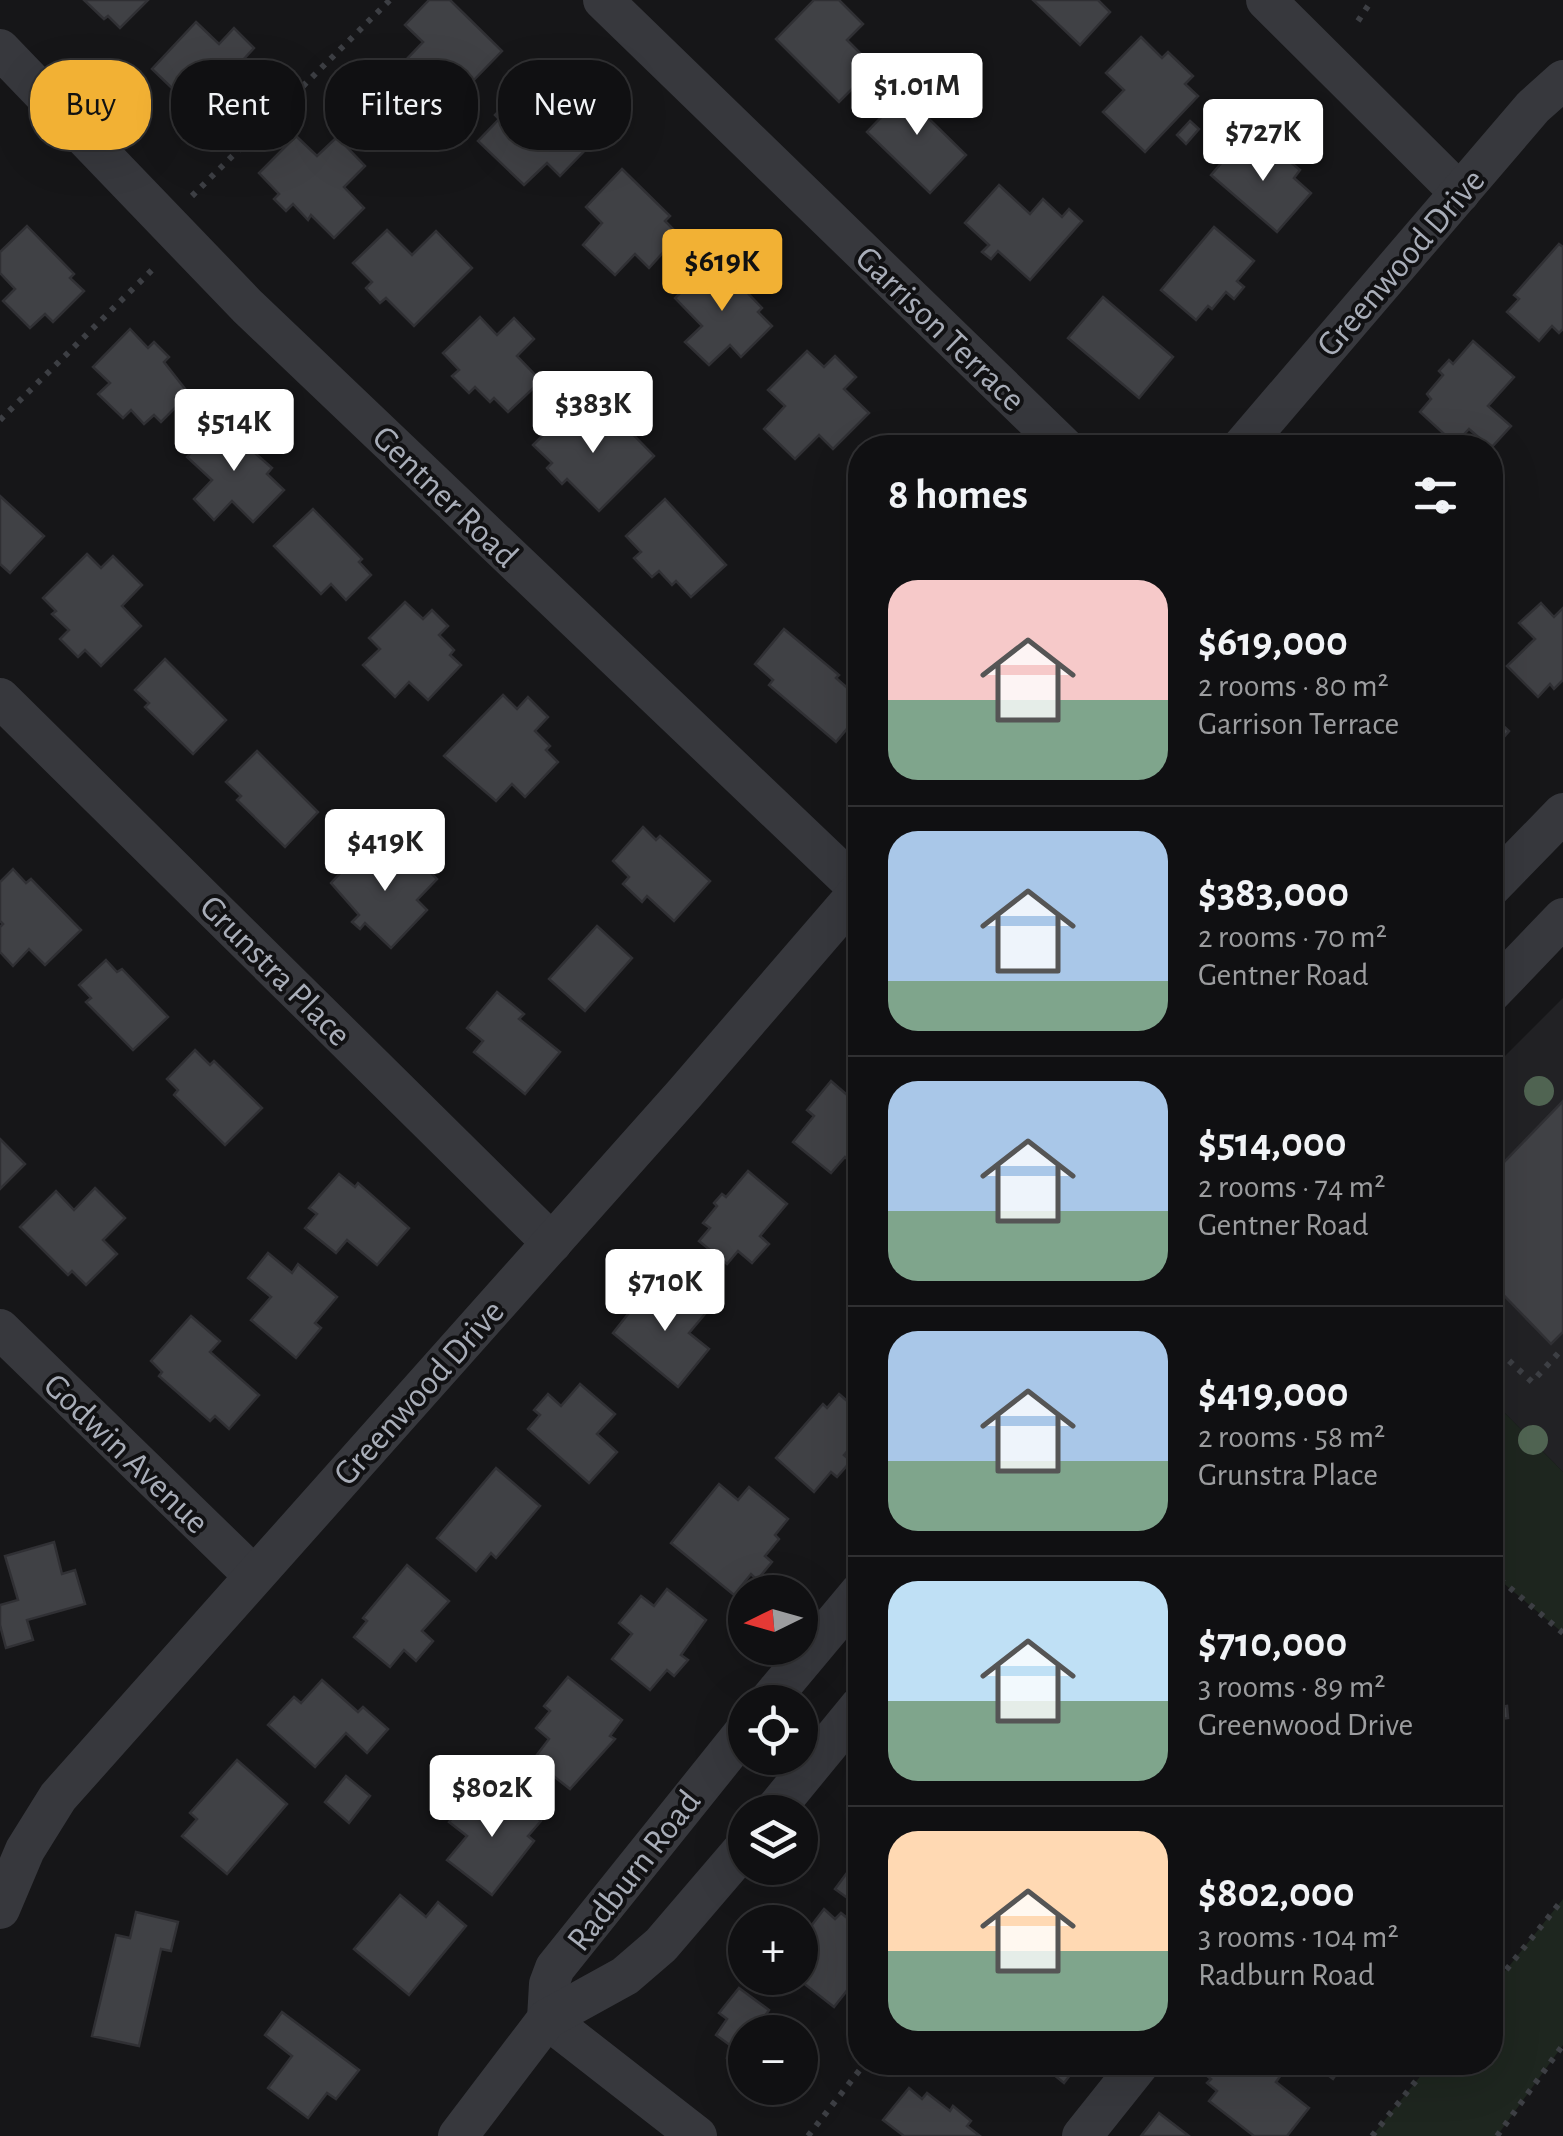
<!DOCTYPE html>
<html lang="en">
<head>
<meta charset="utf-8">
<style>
	body { margin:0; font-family:"Alegreya Sans",sans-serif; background:#1e1e20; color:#f1f3f6; height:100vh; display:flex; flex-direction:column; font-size:38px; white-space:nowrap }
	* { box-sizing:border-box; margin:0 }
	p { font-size:32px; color:#9c9d9f }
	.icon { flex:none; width:55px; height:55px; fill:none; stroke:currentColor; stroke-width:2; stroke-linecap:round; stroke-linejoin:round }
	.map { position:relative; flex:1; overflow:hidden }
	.side { position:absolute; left:848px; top:435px; width:655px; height:1640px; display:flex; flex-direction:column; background:#101012; border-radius:40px; box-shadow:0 10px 40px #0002,0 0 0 2px #303032 }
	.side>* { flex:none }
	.banner { position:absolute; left:30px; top:60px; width:668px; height:90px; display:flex; gap:20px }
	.needle { width:65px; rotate:265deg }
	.controls { position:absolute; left:728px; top:1575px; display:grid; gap:20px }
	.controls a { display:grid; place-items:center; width:90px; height:90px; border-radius:50%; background:#101012; box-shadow:0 10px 40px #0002,0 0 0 2px #303032; font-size:50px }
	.price { position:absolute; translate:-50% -85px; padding:0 22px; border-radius:10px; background:#fff; color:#222; font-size:32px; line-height:65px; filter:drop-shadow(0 2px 5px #0008) }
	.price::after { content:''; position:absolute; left:50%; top:60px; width:30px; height:22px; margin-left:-15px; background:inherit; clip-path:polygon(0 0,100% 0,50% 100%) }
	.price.current { background:#f2b134; color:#111 }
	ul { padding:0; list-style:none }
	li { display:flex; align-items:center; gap:30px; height:250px; padding:0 40px }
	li+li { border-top:2px solid #303032 }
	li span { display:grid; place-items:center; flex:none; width:280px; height:200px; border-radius:30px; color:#555 }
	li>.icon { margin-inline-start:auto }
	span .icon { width:120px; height:120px; fill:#fffc; stroke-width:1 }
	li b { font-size:42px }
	h2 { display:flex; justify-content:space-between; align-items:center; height:120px; padding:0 40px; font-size:42px }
	.chip { padding:0 35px; border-radius:40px; background:#101012; box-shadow:0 10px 40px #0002,0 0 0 2px #303032; font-size:35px; line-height:90px }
	.chip.current { background:#f2b134; color:#111 }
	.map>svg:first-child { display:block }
</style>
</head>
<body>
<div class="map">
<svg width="1563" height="2136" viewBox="0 0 1563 2136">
	<rect width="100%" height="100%" fill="#161618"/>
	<polygon fill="#222225" points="1563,998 1563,1472 1490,1398 1490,1071"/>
	<g fill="#1e261f">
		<polygon points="1490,1398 1563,1472 1563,1633 1490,1572"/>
		<polygon points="1563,1899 1563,2045 1497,2136 1372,2136 1431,2063 1490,2062 1490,1990"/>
	</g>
	<g fill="#404145" stroke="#303034" stroke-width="2.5">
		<polygon points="84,0 148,0 120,28 108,16 104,19"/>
		<polygon points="429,0 450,0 502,51 468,86 456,73 434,94 403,63 423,42 405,25"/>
		<polygon points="814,0 839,0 863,24 847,40 874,67 839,102 776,39"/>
		<polygon points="1033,0 1098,0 1110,12 1080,45"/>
		<polygon points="196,22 219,44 234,28 254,48 230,74 255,99 230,125 210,106 200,115 152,69"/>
		<polygon points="1141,37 1162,58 1168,52 1193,76 1185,84 1198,96 1145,152 1103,112 1124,90 1106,73"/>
		<polygon points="531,78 549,90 550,97 592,138 589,141 592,143 560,176 547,163 524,185 478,141 499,119 495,115"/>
		<polygon points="918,79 941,102 927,117 966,155 930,193 867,132"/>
		<polygon points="1190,121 1199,129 1186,144 1177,135"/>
		<polygon points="296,136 317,156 337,137 365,166 344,187 364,208 334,238 311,215 308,220 293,204 286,211 274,199 279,194 259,173"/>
		<polygon points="1241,140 1275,163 1282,155 1300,170 1294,178 1311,193 1277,232 1211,175"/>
		<polygon points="622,169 670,216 665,221 679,235 649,268 635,254 615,275 583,245 602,223 586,207"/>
		<polygon points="999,185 1030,214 1043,199 1062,217 1069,209 1082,221 1030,280 998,251 991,259 982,252 989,245 965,223"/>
		<polygon points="27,226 74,274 70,278 84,291 53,322 45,314 30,328 3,301 15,289 0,273 0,252"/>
		<polygon points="1214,227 1254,261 1237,281 1244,287 1234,299 1226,292 1212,309 1208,306 1196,320 1161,290"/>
		<polygon points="387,230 412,255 436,231 472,268 414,326 386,298 380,303 366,288 372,282 353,263"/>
		<polygon points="1559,244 1563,247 1563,329 1559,333 1552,326 1539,341 1507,312 1519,299 1514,295"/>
		<polygon points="715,259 762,308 758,312 772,326 741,357 730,345 709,365 685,342 702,326 675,298"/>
		<polygon points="1103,297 1173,357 1139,398 1068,338"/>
		<polygon points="480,317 497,335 514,318 534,339 517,356 541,381 508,412 494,398 490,402 475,387 469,393 452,376 459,370 443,353"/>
		<polygon points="130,329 148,348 154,342 169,357 164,362 189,394 161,422 154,415 144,424 131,410 123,418 98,394 110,383 93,367"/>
		<polygon points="1473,341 1514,377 1488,406 1511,426 1491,448 1469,429 1455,444 1420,412 1431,399 1427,394 1443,375 1439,371 1449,360 1453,364"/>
		<polygon points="807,351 824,367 835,356 856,377 844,389 869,413 833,449 819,435 795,459 764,429 785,406 768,390"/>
		<polygon points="570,409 591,430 610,411 654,456 599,511 567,479 562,484 547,468 552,463 533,445"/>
		<polygon points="222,420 242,440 250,433 264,446 256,454 272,468 267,474 284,490 253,522 232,501 214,520 194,499 212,480 187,457"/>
		<polygon points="0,496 44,536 10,573 0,564"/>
		<polygon points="665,499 726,565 691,597 676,581 672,585 659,571 652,577 634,558 641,552 626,536"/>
		<polygon points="313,509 362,559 359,562 371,575 346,600 331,584 321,594 274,546"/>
		<polygon points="87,554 101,568 113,556 142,585 122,606 141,626 101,666 85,650 78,657 60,639 69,630 52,614 56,611 43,598"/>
		<polygon points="405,602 423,619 432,610 448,626 439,635 454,650 450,655 461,665 428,700 409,682 395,697 363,665 380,649 369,638"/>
		<polygon points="1541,603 1554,617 1563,608 1563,680 1554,689 1550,684 1538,697 1507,666 1535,639 1519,623"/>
		<polygon points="784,629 839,675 836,678 860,699 860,713 836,742 769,685 773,680 755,664"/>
		<polygon points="165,659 226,720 193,754 145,707 149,703 135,690"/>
		<polygon points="503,695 517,709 528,697 548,717 535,731 550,746 546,750 558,762 525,797 512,784 496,801 444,756"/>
		<polygon points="1490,714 1509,731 1490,753"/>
		<polygon points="257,751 318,812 285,847 237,800 241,796 226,782"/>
		<polygon points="643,827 656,840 660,836 710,881 674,921 647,896 642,902 623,884 629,877 613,861"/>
		<polygon points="362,850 387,874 409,851 437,879 417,900 427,910 391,948 365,923 360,929 352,922 359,915 331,883"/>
		<polygon points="13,869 26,883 31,879 81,930 45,965 29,949 13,966 0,952 0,927 3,924 0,921 0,882"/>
		<polygon points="597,926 632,958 585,1011 549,979"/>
		<polygon points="106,960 117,972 122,969 168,1017 133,1050 86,1002 91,998 79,985"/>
		<polygon points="497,992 524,1014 519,1019 560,1052 525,1094 474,1052 483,1041 467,1028"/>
		<polygon points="195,1050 210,1065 214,1061 262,1108 225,1145 174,1095 178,1090 167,1079"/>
		<polygon points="831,1081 860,1106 860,1170 845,1157 831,1173 793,1142 814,1116 807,1110"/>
		<polygon points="1563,1101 1563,1332 1551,1344 1490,1281 1490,1149 1505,1161"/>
		<polygon points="0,1139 25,1164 0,1189"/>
		<polygon points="748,1171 787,1204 760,1236 769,1244 752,1263 738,1251 727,1264 699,1241 710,1228 703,1223 717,1206 714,1203 722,1194 726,1197"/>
		<polygon points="339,1174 355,1187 358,1183 409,1228 377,1265 347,1240 336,1253 305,1228 317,1214 309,1208"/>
		<polygon points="95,1188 125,1218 103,1240 117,1254 86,1285 72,1271 68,1275 20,1227 56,1191 74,1210"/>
		<polygon points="268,1253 292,1273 298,1264 337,1297 315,1323 321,1328 296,1358 251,1320 271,1297 248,1278"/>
		<polygon points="666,1282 705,1314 689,1333 709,1349 678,1387 613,1333 636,1304 644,1310"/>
		<polygon points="191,1316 220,1341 210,1352 259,1395 229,1429 215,1416 210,1421 159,1376 162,1372 151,1361"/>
		<polygon points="580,1384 615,1414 597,1434 617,1452 589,1483 528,1429 540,1415 534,1410 548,1394 561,1406"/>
		<polygon points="839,1394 860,1412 860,1436 844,1455 851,1461 837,1477 831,1472 814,1492 776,1458 823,1404 827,1408"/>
		<polygon points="496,1468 540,1506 496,1558 491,1553 476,1571 437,1538"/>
		<polygon points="719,1484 738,1500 749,1487 788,1519 775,1535 779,1539 765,1556 772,1562 757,1580 751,1574 734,1595 671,1543"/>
		<polygon points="54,1542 62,1574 75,1570 85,1604 27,1620 33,1640 6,1648 0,1625 0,1605 18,1600 5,1556"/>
		<polygon points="407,1565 449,1601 422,1631 433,1641 416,1661 404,1650 390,1667 354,1637 367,1621 363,1618"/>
		<polygon points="667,1589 706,1620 681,1655 688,1660 674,1676 667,1670 650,1690 612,1659 632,1634 619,1623 641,1596 654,1606"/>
		<polygon points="568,1677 622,1720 610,1736 615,1739 570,1789 533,1760 549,1739 536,1728 550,1711 544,1706"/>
		<polygon points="322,1680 358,1712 363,1707 388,1729 367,1753 346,1733 315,1767 268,1725 294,1697 301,1703"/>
		<polygon points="1498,1681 1500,1707 1507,1706 1508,1718 1501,1719 1503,1744 1498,1744 1501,1778 1490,1779 1490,1682"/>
		<polygon points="237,1760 287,1804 227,1874 182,1836 197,1819 190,1813"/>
		<polygon points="346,1776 370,1796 349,1823 325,1802"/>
		<polygon points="472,1793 492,1809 504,1793 541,1821 528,1836 534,1841 492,1895 447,1860 467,1836 449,1822"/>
		<polygon points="858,1858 860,1859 860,1907 835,1889"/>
		<polygon points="400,1895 426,1917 438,1902 466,1926 409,1995 354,1949"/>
		<polygon points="824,1909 835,1919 841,1913 856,1925 851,1931 860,1938 860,1974 834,2007 797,1978 800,1978 800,1924 808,1930"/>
		<polygon points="136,1912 178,1922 171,1951 161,1949 139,2046 92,2036 116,1935 130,1938"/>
		<polygon points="739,1988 769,2010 760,2023 773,2032 745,2032 745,2071 727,2058 734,2048 716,2035 727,2019 719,2013"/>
		<polygon points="282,2012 359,2070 336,2099 327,2093 308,2118 268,2088 292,2056 265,2035"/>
		<polygon points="1038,2062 1080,2062 1064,2083"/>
		<polygon points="1202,2062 1265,2062 1281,2075 1276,2082 1309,2108 1287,2136 1254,2136 1209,2101 1217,2091 1207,2083 1211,2079 1197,2068"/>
		<polygon points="1311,2062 1344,2062 1333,2079"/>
		<polygon points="909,2088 922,2099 927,2093 950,2111 953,2106 971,2121 967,2126 980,2136 904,2136 883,2120"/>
		<polygon points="1159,2113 1189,2136 1141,2136"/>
	</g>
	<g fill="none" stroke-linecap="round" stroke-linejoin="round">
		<g stroke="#3d3f44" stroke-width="6" stroke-dasharray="5 8" stroke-linecap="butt">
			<polyline points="1358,21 1372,0"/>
			<polyline points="192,196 390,0"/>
			<polyline points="0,420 156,266"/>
			<polyline points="1490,1343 1532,1382 1563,1348"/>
			<polyline points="1490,1571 1563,1633"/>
			<polyline points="1490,1990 1563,1899"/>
			<polyline points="808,2136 866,2062"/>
			<polyline points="1372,2136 1431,2062"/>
			<polyline points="1497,2136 1563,2045"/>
		</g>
		<g stroke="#37383d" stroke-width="40">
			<polyline points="603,0 1065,448"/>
			<polyline points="1266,0 1460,193"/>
			<polyline points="0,49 247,306 860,890"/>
			<polyline points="1241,448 1533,107 1563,80"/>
			<polyline points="0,698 552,1243"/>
			<polyline points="1490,888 1563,813"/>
			<polyline points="1490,994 1563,918"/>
			<polyline points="0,1329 254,1576"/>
			<polyline points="768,1702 860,1592"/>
			<polyline points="773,1812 860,1706"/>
			<polyline points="0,1909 25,1850 58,1797 685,1093 860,890"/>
			<polyline points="547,2019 549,1984 555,1968 745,1731"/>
			<polyline points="547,2019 697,2136"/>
			<polyline points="458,2136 547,2019 625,1976 661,1945 745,1847"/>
			<polyline points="1082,2136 1141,2062"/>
		</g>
	</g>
	<g fill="#506452">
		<circle cx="1539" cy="1091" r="15"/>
		<circle cx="1533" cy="1440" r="15"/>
	</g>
	<g text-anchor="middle" stroke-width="8" stroke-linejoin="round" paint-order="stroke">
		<g font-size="35" fill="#a8adb8" stroke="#111113">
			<text transform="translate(1400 262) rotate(-49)" y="12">Greenwood Drive</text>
			<text transform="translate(941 328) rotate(44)" y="12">Garrison Terrace</text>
			<text transform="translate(446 496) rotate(44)" y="12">Gentner Road</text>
			<text transform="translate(276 970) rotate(45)" y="12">Grunstra Place</text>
			<text transform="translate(418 1392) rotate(-48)" y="12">Greenwood Drive</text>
			<text transform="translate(127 1453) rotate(44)" y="12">Godwin Avenue</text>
			<text transform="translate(633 1870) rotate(-52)" y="12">Radburn Road</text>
		</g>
	</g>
</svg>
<div class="controls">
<a><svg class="needle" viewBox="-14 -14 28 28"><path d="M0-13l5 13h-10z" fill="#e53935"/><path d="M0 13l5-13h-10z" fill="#9c9d9f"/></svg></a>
<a><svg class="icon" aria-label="locate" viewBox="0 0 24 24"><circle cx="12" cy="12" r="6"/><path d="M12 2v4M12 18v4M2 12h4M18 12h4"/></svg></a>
<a><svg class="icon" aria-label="layers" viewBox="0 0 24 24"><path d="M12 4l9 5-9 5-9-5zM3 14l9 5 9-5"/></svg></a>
<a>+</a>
<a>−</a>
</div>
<b class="price" style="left:917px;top:138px">$1.01M</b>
<b class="price" style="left:1263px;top:184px">$727K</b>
<b class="price current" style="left:722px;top:314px">$619K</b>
<b class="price" style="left:593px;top:456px">$383K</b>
<b class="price" style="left:234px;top:474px">$514K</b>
<b class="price" style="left:385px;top:894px">$419K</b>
<b class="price" style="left:665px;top:1334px">$710K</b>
<b class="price" style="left:492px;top:1840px">$802K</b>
<div class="banner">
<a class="chip current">Buy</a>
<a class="chip">Rent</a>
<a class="chip">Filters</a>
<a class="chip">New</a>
</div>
<section class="side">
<h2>8 homes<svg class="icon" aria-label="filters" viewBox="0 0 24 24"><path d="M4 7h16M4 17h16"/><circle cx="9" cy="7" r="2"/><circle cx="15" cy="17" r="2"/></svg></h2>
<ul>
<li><span style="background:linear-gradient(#f6c9c9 60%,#7fa58c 0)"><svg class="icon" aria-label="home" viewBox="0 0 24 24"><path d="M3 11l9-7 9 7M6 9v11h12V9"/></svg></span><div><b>$619,000</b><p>2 rooms · 80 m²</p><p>Garrison Terrace</p></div></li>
<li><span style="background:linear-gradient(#a9c7e8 75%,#7fa58c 0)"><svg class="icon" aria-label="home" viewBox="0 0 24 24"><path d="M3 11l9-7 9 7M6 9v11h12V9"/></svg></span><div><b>$383,000</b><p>2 rooms · 70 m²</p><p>Gentner Road</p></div></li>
<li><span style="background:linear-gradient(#a9c7e8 65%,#7fa58c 0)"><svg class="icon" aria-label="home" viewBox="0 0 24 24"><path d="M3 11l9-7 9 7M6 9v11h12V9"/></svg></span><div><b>$514,000</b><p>2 rooms · 74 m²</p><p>Gentner Road</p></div></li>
<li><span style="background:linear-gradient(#a9c7e8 65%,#7fa58c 0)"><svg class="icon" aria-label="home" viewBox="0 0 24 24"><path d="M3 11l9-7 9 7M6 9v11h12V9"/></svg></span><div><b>$419,000</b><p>2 rooms · 58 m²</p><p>Grunstra Place</p></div></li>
<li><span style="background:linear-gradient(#bfe0f5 60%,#7fa58c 0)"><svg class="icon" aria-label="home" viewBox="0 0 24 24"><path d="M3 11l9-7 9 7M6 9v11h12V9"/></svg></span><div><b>$710,000</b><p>3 rooms · 89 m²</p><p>Greenwood Drive</p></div></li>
<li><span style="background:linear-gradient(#ffd9b3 60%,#7fa58c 0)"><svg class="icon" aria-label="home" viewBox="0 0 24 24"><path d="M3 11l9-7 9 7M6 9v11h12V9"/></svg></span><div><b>$802,000</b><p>3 rooms · 104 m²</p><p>Radburn Road</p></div></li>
</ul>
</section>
</div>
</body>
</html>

——

INSTRUCTIONS FOR THE TASK -> Retrieve all lines from the data that contain the string "controls".

REPLY ->
	.controls { position:absolute; left:728px; top:1575px; display:grid; gap:20px }
	.controls a { display:grid; place-items:center; width:90px; height:90px; border-radius:50%; background:#101012; box-shadow:0 10px 40px #0002,0 0 0 2px #303032; font-size:50px }
<div class="controls">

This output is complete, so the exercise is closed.